## [EXERCISE AIM]
The data must be reproduced verbatim; images are to be omitted.

## [EXERCISE INPUTS]
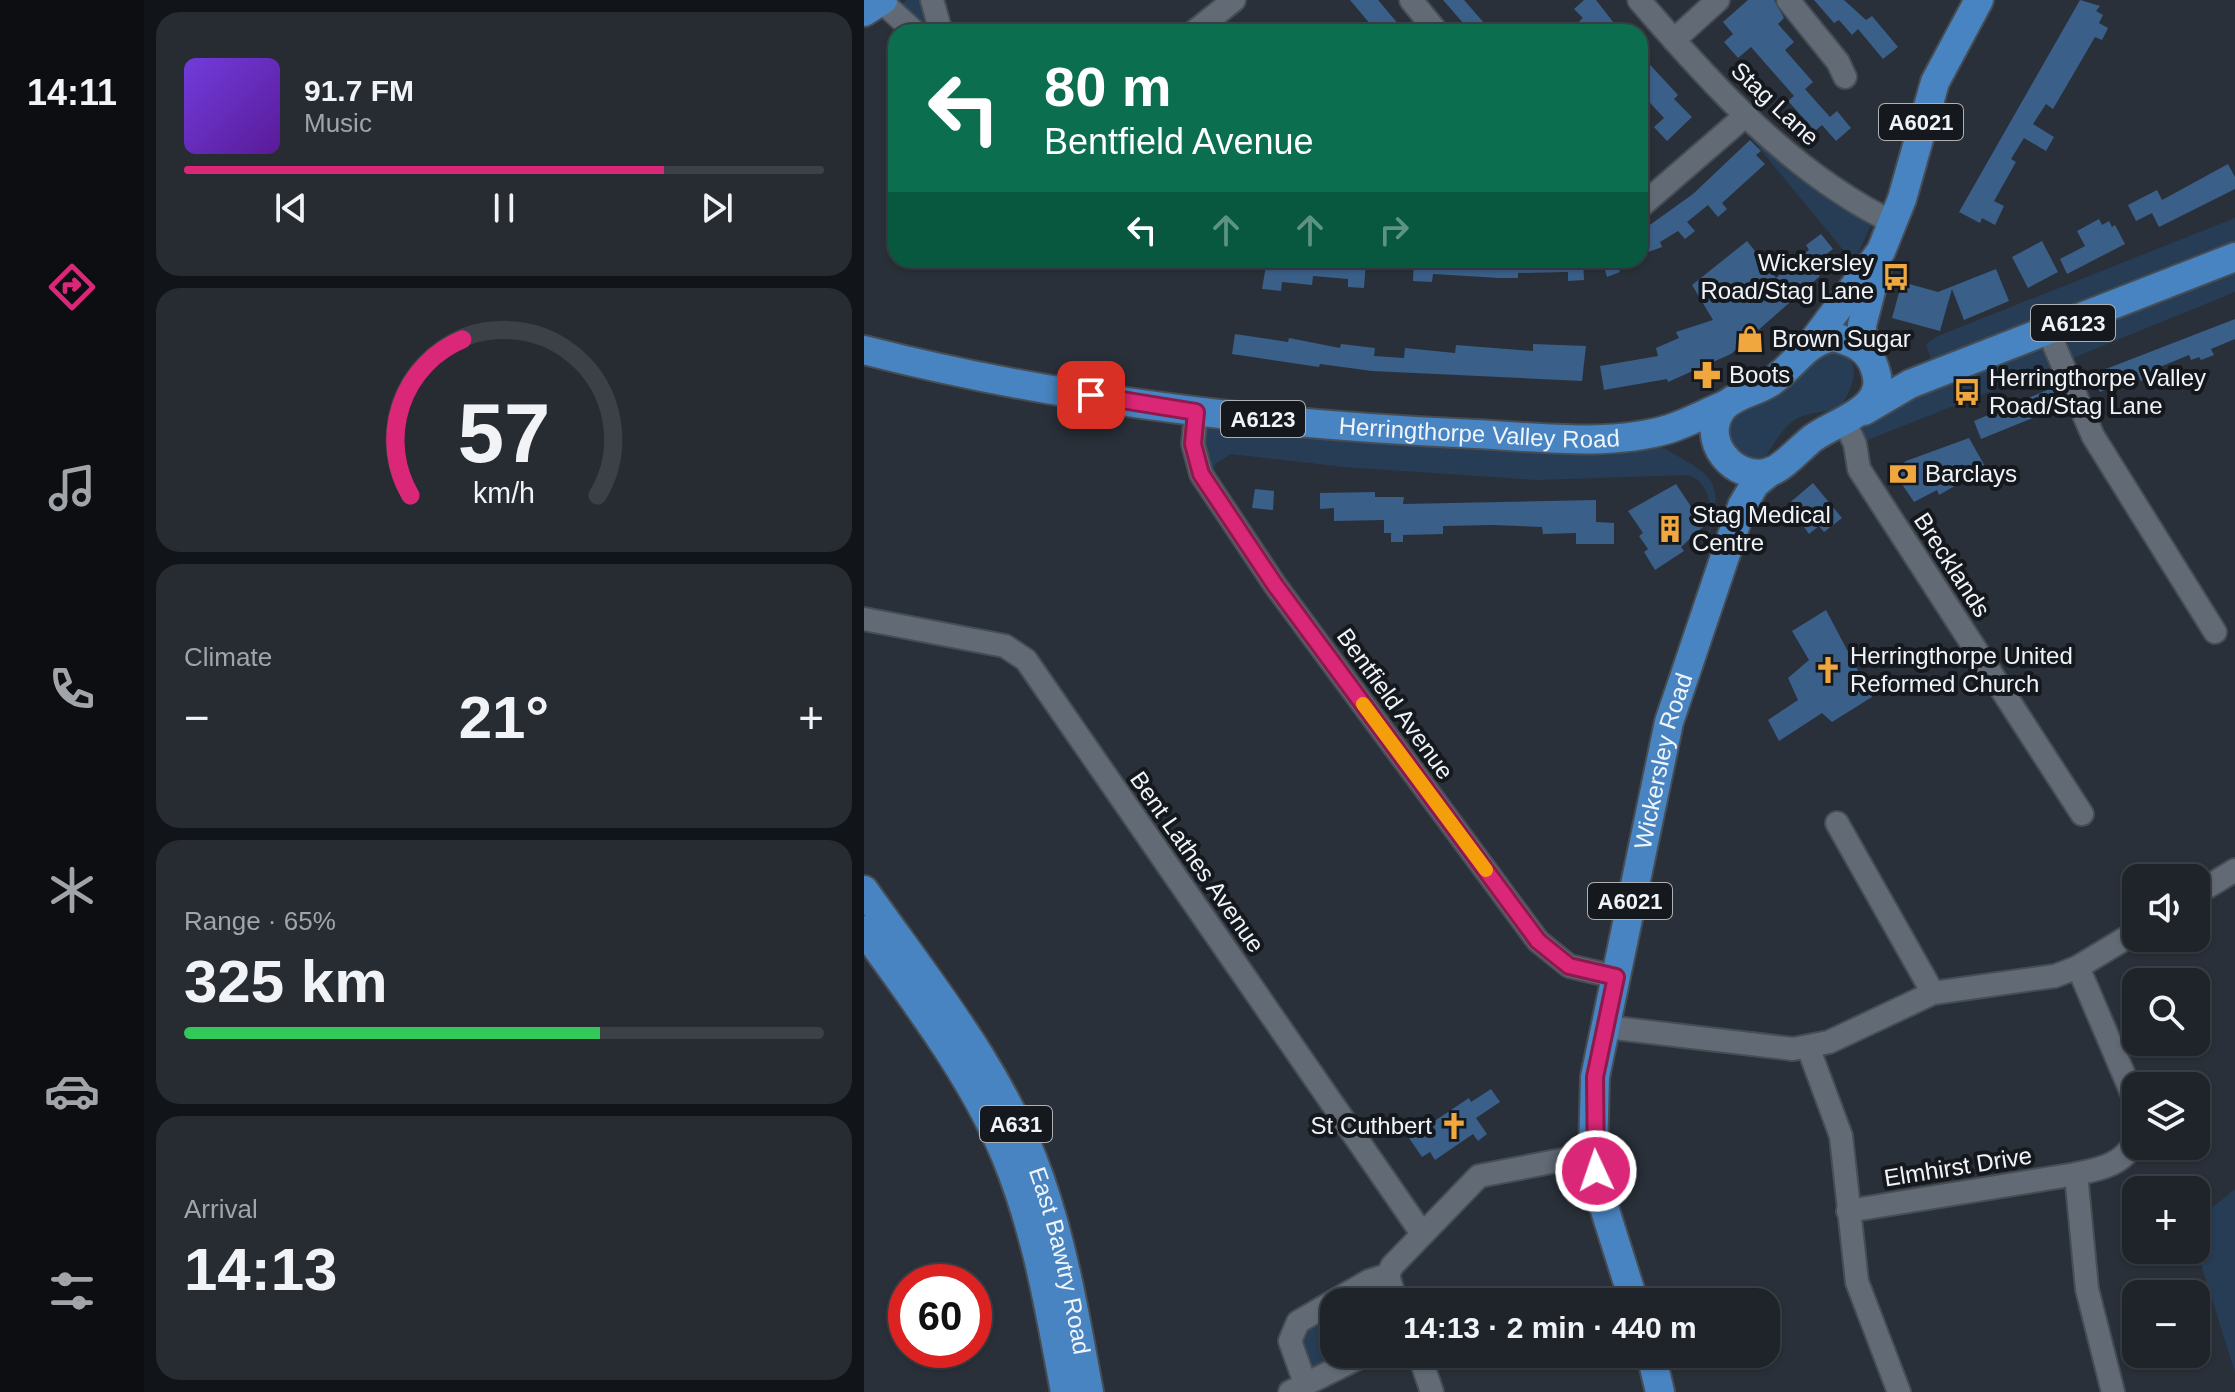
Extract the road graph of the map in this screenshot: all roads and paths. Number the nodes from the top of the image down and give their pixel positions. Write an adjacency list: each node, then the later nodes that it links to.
1 (932, 0): 10 (street)
2 (1234, 0): 11 (street)
3 (1411, 0): 12 (street)
4 (1639, 0): 13 (street, Stag Lane)
5 (1718, 0): 13 (street)
6 (1788, 0): 14 (street)
7 (1979, 0): 17 (main road, A6021)
8 (876, 4): 9 (street)
9 (904, 24)
10 (939, 24)
11 (1204, 24)
12 (1430, 24)
13 (1674, 40): 15 (street, Stag Lane)
14 (1845, 77)
15 (1745, 116): 16 (street); 17 (street, Stag Lane)
16 (1648, 200)
17 (1894, 223): 18 (main road, A6021)
18 (1881, 251): 21 (main road, A6021); 23 (main road, A6021)
19 (2235, 257): 20 (main road, A6123)
20 (2049, 333): 24 (main road, A6123); 33 (street)
21 (1811, 344): 23 (main road); 25 (main road, A6021)
22 (864, 350): 26 (main road, Herringthorpe Valley Road / A6123)
23 (1868, 355): 24 (main road); 27 (main road, A6021)
24 (1910, 384): 27 (main road, A6123)
25 (1725, 405): 28 (main road, Herringthorpe Valley Road / A6123); 29 (main road)
26 (1196, 412): 28 (main road, Herringthorpe Valley Road / A6123); 42 (street, Bentfield Avenue)
27 (1850, 418): 30 (main road, A6021); 34 (street, Brecklands)
28 (1668, 429): 29 (main road, Herringthorpe Valley Road / A6123)
29 (1722, 455): 30 (main road, Herringthorpe Valley Road); 31 (main road)
30 (1771, 471): 31 (main road, Wickersley Road / A6021)
31 (1742, 506): 42 (main road, Wickersley Road / A6021)
32 (864, 619): 51 (street, Bent Lathes Avenue)
33 (2215, 632)
34 (2082, 814)
35 (1837, 823): 43 (street)
36 (2235, 870): 37 (street)
37 (2210, 885)
38 (864, 890): 60 (main road, East Bawtry Road / A631)
39 (864, 930): 59 (main road, East Bawtry Road / A631)
40 (2122, 940): 41 (street)
41 (2078, 967): 43 (street); 46 (street)
42 (1616, 977): 44 (main road, Wickersley Road / A6021)
43 (1933, 993): 45 (street)
44 (1607, 1027): 45 (street); 47 (main road, Wickersley Road / A6021)
45 (1808, 1047): 50 (street)
46 (2123, 1072)
47 (1593, 1154): 51 (street); 54 (main road, Wickersley Road / A6021)
48 (2122, 1158): 49 (street, Elmhirst Drive)
49 (2076, 1174): 50 (street, Elmhirst Drive); 64 (street)
50 (1848, 1211): 63 (street)
51 (1421, 1232): 52 (street)
52 (1388, 1275): 53 (street); 58 (street)
53 (1392, 1288)
54 (1629, 1288)
55 (1338, 1368): 58 (street)
56 (1424, 1368): 61 (street)
57 (1654, 1368): 62 (main road)
58 (1296, 1389)
59 (1065, 1392)
60 (1089, 1392)
61 (1432, 1392)
62 (1660, 1392)
63 (1899, 1392)
64 (2113, 1392)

## [RESPONSE TO THIS EXERCISE]
Extract the road graph of the map in this screenshot: all roads and paths. Number the nodes from the top of the image down and give their pixel positions. Write an adjacency list: each node, then the later nodes that it links to.
1 (932, 0): 10 (street)
2 (1234, 0): 11 (street)
3 (1411, 0): 12 (street)
4 (1639, 0): 13 (street, Stag Lane)
5 (1718, 0): 13 (street)
6 (1788, 0): 14 (street)
7 (1979, 0): 17 (main road, A6021)
8 (876, 4): 9 (street)
9 (904, 24)
10 (939, 24)
11 (1204, 24)
12 (1430, 24)
13 (1674, 40): 15 (street, Stag Lane)
14 (1845, 77)
15 (1745, 116): 16 (street); 17 (street, Stag Lane)
16 (1648, 200)
17 (1894, 223): 18 (main road, A6021)
18 (1881, 251): 21 (main road, A6021); 23 (main road, A6021)
19 (2235, 257): 20 (main road, A6123)
20 (2049, 333): 24 (main road, A6123); 33 (street)
21 (1811, 344): 23 (main road); 25 (main road, A6021)
22 (864, 350): 26 (main road, Herringthorpe Valley Road / A6123)
23 (1868, 355): 24 (main road); 27 (main road, A6021)
24 (1910, 384): 27 (main road, A6123)
25 (1725, 405): 28 (main road, Herringthorpe Valley Road / A6123); 29 (main road)
26 (1196, 412): 28 (main road, Herringthorpe Valley Road / A6123); 42 (street, Bentfield Avenue)
27 (1850, 418): 30 (main road, A6021); 34 (street, Brecklands)
28 (1668, 429): 29 (main road, Herringthorpe Valley Road / A6123)
29 (1722, 455): 30 (main road, Herringthorpe Valley Road); 31 (main road)
30 (1771, 471): 31 (main road, Wickersley Road / A6021)
31 (1742, 506): 42 (main road, Wickersley Road / A6021)
32 (864, 619): 51 (street, Bent Lathes Avenue)
33 (2215, 632)
34 (2082, 814)
35 (1837, 823): 43 (street)
36 (2235, 870): 37 (street)
37 (2210, 885)
38 (864, 890): 60 (main road, East Bawtry Road / A631)
39 (864, 930): 59 (main road, East Bawtry Road / A631)
40 (2122, 940): 41 (street)
41 (2078, 967): 43 (street); 46 (street)
42 (1616, 977): 44 (main road, Wickersley Road / A6021)
43 (1933, 993): 45 (street)
44 (1607, 1027): 45 (street); 47 (main road, Wickersley Road / A6021)
45 (1808, 1047): 50 (street)
46 (2123, 1072)
47 (1593, 1154): 51 (street); 54 (main road, Wickersley Road / A6021)
48 (2122, 1158): 49 (street, Elmhirst Drive)
49 (2076, 1174): 50 (street, Elmhirst Drive); 64 (street)
50 (1848, 1211): 63 (street)
51 (1421, 1232): 52 (street)
52 (1388, 1275): 53 (street); 58 (street)
53 (1392, 1288)
54 (1629, 1288)
55 (1338, 1368): 58 (street)
56 (1424, 1368): 61 (street)
57 (1654, 1368): 62 (main road)
58 (1296, 1389)
59 (1065, 1392)
60 (1089, 1392)
61 (1432, 1392)
62 (1660, 1392)
63 (1899, 1392)
64 (2113, 1392)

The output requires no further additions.